13 As a node can have many children, it might be inefficient to compute and sort all urgency values in every descent. Do some profiling to see whether any optimization is needed here. (Currently most of the time seems to be spent in playouts.)
15 Currently, pruning is necessary during tree_promote_node() under fast_alloc, because we only have a limited amount of space to copy the surviving nodes into. This wastes a bit of time in copying (although without fast_alloc, freeing the numerous dead nodes individually will be even slower, and in any case marking the surviving nodes will take almost as many cache misses as copying), and while the pruned nodes are expanded again. To solve this problem, we can add a version number to each node which is incremented only for surviving ones, and in this way it will be easier to find free nodes; however, threading issues remain to be considered.
17 Time control does not seem to work properly (pachi plays very fast and says that the game is internally lost by time) when the same pachi plays both black and white when pondering. Perhaps this configuration is simply not supported.
19 Revise board_estimated_moves_left() to use the ownermap information from UCT.
21 Generate passes a bit earlier by giving it the appropriate reward or prior value.
23 UCT computes the upper confidence interval by assuming that the outcome of each playout is i.i.d., but actually the outcome distribution can change due to the discovery of a new follow-up move, change in dynkomi, etc.
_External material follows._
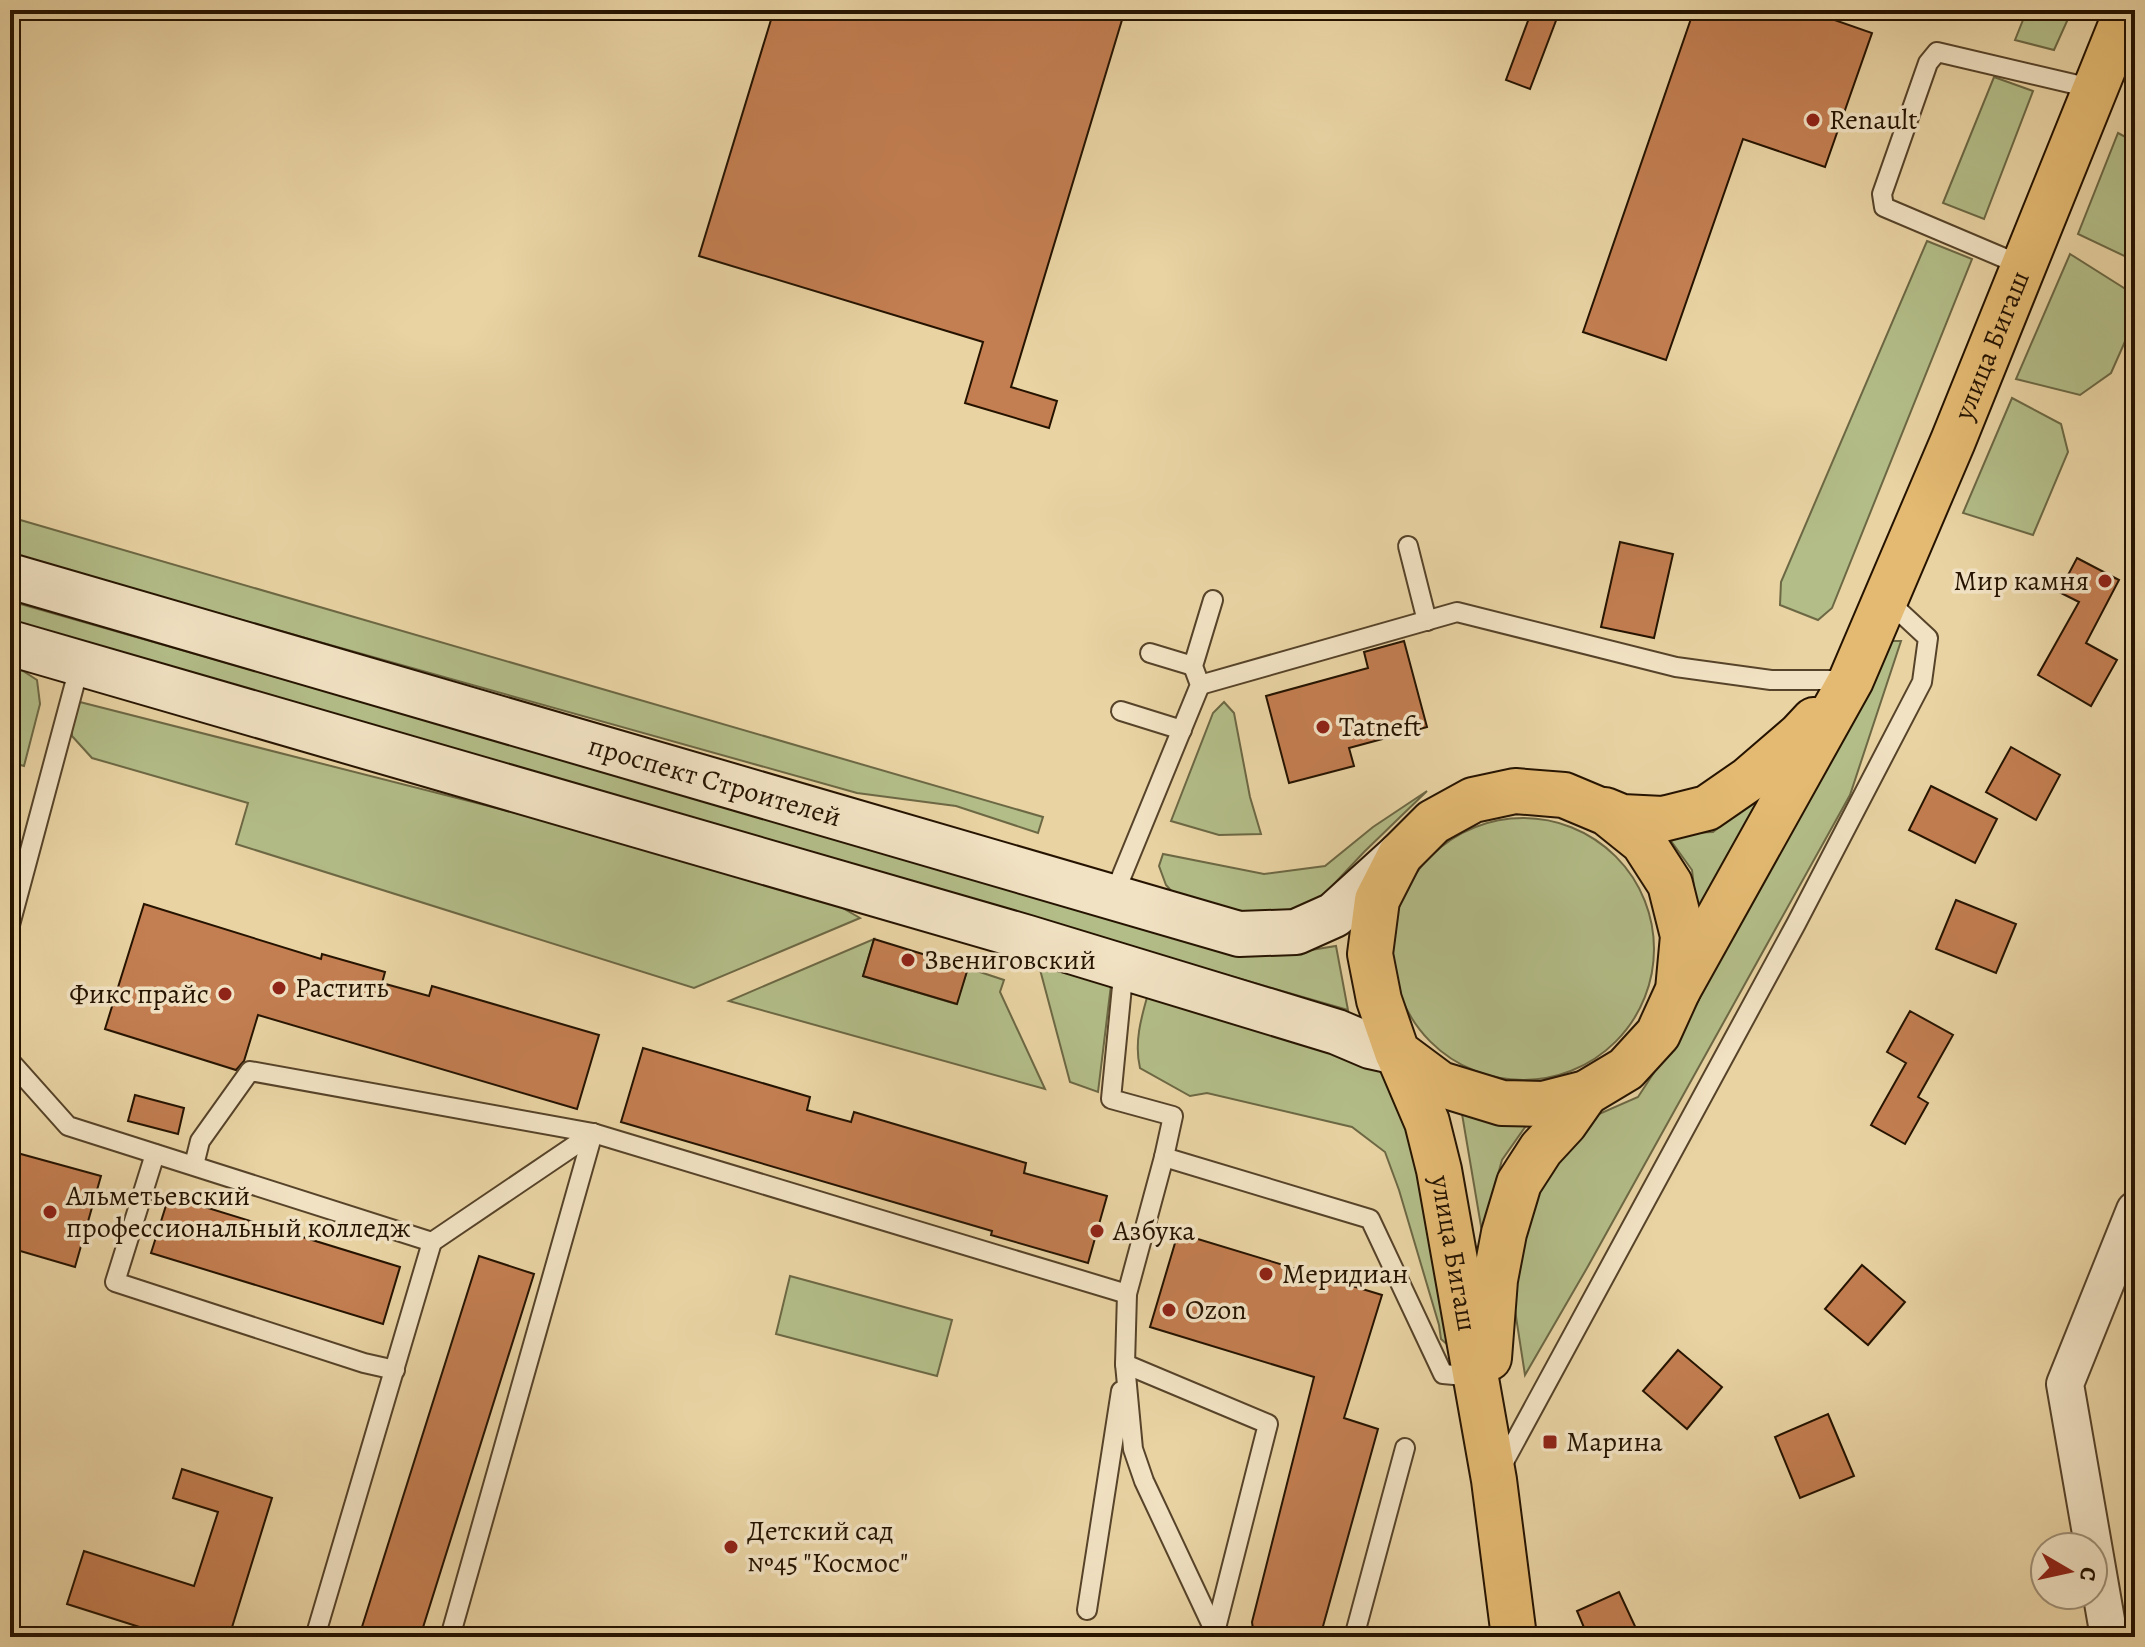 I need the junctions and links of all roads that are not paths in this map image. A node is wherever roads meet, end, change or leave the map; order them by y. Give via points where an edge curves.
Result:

If we assume that the distribution changes with probability proportional to 1/(n0+n), where n0 is a constant (maybe 10 or 1000) and n is the playout count at that node, a good (I don't know whether it is optimal) estimate of the mean of the distribution at playout n would be one with the outcome of playout i weighted by (n0+n)^beta, where beta is a constant at maybe 2 or 4. In case the distribution does not change, this weighting will only increase the variance by a constant factor of about (beta+1)^2/(2*beta+1), so this isn't a big problem. To implement this, just store the weighted partial sum along with the playout count; the total weight can be uniquely determined by the playout count. Merging of other statistics needs some care; perhaps we can just regard the priors as the outcomes of some initial playouts that should no longer matter much after a significant number of playouts are available.
25 The above change will allow promising follow-up moves to affect the value of their parent nodes after a smaller number of playouts. However, when these follow-up moves are initially discovered, their playout count may still be too small to affect the parent value much, so the parent node may not receive enough playouts to allow the follow-up move to be played more. Perhaps we should instead use the expectation of the min/max value of the children as the value of the parent, and use the upper confidence level as the urgency; this computation is straightforward if we approximate all distributions as e.g. Laplacian (a distribution with an easy-to-compute cdf in general, preferably limited in [0,1]) and then compute the cdf of the minimum. As the pdf of min/max random variables are often highly asymmetric, it may be a good idea to record the 5% and 95% quantiles rather than the means, and regard the distributions as uniform between neighboring quantile lines. Be careful when pruning turns a non-leaf node back into a leaf node, though.